Gladstone was strongly religious, though his political opponents regarded him as a pious fraud. Disraeli famously once described him as "a sophisticated rhetorician inebriated with the exuberance of his own verbosity". Queen Victoria detested him. Even his long-suffering wife, Catherine, complained: "If you weren't such a great man, you'd be a terrible bore."

In St Deiniol's church, a memorial with recumbent statues of Gladstone and his wife lies beneath windows depicting three Old Testament prophets, Ezechiel, Jeremiah and Isaiah. At his funeral in Westminster Abbey in 1898, the closing hymn was Oh God, our help in ages past.

Described in the church guide by his descendant, Sir William Gladstone, as "perhaps the greatest lay Anglican as well as the greatest statesman of his day", in choice of hymns as well as prophets Dr Paisley and Mr Gladstone have something in common, though politically coming from opposite directions.

As far back as 1845, Gladstone had a premonition expressed in biblical terms of the role Ireland would play in his future life, "that cloud in the west, that coming storm, the minister of God's retribution upon cruel and inveterate and but half-atoned injustice". His only comment on being summoned by the queen in 1868 in between felling a tree was "My mission is to pacify Ireland".

It was not his fault that he did not succeed, and assembled Redmondites should remember it was not Patrick Pearse who defeated or frustrated the enactment of any of the three Home Rule bills, which could have been a serious and lasting compromise between unionism and nationalism.

In the grounds of St Deiniol's Library is a redundant statue of the Grand Old Man, with a female figure and stringless harp at the base, which had been destined for a provincial Irish town, following Home Rule. By the early 1930s, faced with trouble in India encouraged by Irish independence, George V conceded how misguided their opposition to Gladstone had been. The residential Gladstone Library, St Deiniol's, has at its core his collection of 30,000 books. According to the librarian, the main visitors from Ireland are Protestant ministers of religion, consulting the divinity section.

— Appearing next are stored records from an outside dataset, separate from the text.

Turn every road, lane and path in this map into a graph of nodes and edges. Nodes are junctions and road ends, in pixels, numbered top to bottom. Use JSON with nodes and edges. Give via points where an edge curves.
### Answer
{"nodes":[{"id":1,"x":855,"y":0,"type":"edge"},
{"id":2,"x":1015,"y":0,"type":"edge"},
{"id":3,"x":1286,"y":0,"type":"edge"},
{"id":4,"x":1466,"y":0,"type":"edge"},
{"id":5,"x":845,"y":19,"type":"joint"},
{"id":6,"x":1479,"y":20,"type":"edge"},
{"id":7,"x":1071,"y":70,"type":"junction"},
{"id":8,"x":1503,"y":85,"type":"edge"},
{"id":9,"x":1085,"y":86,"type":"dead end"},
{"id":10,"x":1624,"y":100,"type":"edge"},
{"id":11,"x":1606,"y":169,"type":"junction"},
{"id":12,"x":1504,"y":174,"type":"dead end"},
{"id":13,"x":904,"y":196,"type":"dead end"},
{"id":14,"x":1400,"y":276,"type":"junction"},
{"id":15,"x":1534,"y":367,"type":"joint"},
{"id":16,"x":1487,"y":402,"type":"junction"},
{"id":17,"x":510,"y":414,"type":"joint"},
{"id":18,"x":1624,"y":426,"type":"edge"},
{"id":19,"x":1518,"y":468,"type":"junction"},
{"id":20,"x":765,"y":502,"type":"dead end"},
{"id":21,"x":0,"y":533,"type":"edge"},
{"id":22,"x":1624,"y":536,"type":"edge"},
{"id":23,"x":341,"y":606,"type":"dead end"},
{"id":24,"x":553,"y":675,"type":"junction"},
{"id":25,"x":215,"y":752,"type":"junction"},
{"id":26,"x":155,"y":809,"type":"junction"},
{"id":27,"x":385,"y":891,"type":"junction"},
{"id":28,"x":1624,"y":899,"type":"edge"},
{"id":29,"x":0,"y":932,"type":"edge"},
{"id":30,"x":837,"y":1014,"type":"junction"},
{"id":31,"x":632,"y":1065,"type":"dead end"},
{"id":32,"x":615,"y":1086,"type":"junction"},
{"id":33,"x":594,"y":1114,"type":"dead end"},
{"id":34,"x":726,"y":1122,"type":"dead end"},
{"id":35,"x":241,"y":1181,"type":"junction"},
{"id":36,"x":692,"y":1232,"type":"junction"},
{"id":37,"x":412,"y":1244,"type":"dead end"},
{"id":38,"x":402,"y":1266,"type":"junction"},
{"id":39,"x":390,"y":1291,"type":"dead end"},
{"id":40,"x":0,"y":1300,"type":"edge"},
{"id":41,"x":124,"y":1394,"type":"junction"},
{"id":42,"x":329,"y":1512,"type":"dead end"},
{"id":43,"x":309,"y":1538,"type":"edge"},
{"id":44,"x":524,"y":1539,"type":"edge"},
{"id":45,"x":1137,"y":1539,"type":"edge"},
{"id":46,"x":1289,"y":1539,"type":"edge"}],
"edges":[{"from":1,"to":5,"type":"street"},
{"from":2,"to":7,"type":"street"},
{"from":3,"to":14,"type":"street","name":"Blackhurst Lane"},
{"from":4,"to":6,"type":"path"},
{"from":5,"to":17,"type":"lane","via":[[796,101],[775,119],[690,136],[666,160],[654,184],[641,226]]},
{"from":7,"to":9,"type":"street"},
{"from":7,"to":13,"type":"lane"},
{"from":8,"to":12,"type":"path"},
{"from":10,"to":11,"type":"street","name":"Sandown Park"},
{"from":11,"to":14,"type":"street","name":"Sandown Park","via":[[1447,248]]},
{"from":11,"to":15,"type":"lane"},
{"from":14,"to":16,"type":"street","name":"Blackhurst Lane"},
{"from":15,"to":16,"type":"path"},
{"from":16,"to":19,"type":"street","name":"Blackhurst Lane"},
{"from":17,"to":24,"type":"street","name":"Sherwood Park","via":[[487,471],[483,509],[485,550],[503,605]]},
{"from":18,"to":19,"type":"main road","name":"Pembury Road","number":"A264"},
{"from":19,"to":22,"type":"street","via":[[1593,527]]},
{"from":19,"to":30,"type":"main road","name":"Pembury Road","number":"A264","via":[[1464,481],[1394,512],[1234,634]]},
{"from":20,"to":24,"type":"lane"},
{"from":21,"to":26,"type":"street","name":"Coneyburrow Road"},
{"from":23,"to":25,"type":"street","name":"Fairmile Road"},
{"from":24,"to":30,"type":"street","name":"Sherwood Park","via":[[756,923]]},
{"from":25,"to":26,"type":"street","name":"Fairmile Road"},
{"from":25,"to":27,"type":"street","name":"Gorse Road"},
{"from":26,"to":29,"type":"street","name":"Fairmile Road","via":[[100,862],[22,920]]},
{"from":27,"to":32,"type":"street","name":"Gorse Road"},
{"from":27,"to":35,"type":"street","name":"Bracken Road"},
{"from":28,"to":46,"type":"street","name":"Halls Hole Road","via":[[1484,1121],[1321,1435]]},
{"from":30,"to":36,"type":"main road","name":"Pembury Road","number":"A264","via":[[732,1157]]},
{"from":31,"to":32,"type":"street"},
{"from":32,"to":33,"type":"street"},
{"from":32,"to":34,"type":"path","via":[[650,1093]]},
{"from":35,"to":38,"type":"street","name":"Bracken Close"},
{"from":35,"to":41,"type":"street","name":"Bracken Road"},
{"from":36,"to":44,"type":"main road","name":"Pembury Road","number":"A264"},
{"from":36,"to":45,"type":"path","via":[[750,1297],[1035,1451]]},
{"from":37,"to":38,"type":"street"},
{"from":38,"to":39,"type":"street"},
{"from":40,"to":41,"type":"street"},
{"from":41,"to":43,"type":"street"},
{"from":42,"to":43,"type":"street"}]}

There are also Gladstone's books on Ireland, the 1798 rebellion and the Act of Union. At the back of one book, The Sham Squire, in his own handwriting is a list of names under the heading "Pecuniary Corruption", top of which was Lord Downshire, owner of Hillsborough Castle. A former British Conservative, Quentin Davies, once told me the greatest mistake the British made in Ireland - a rich menu - was to abolish the old Irish parliament.

The biography by James Kelly of Sir Edward Newenham MP illustrates the limitations of a radical Protestant patriotism that turned reactionary, because of a bigoted and self-interested denial of the rights of Catholics for fear of a Catholic Ascendancy where a majority would dictate to a minority (instead of the other way round!).

He admired America for being a Protestant country true to the ideals of the Glorious Revolution. The Irish Volunteers established by the Ascendancy was as potent a source of the paramilitary tradition as the Whiteboys. Newenham saw them as key, because they would cause "the minions of power to shrink before you".

The past cannot be altered, as Peter Robinson rightly told the Small Firms Association on Tuesday. He quoted a famous passage from The Rubaiyat of Omar Khayyám. ("The moving finger writes").

All that we can do in our own generation is to try and avoid repeating the mistakes and take up the new opportunities that present themselves to us, to create a future of peace and co-operation that many despaired of ever seeing.

It is a daunting prospect for any party to break with the political habits of the past, and to take on responsibilities of government, having for so long played ruthless opposition to the constructive efforts of others. Many will be waiting to see if a new burst of Old Testament zeal has a role to play in pacifying Ireland.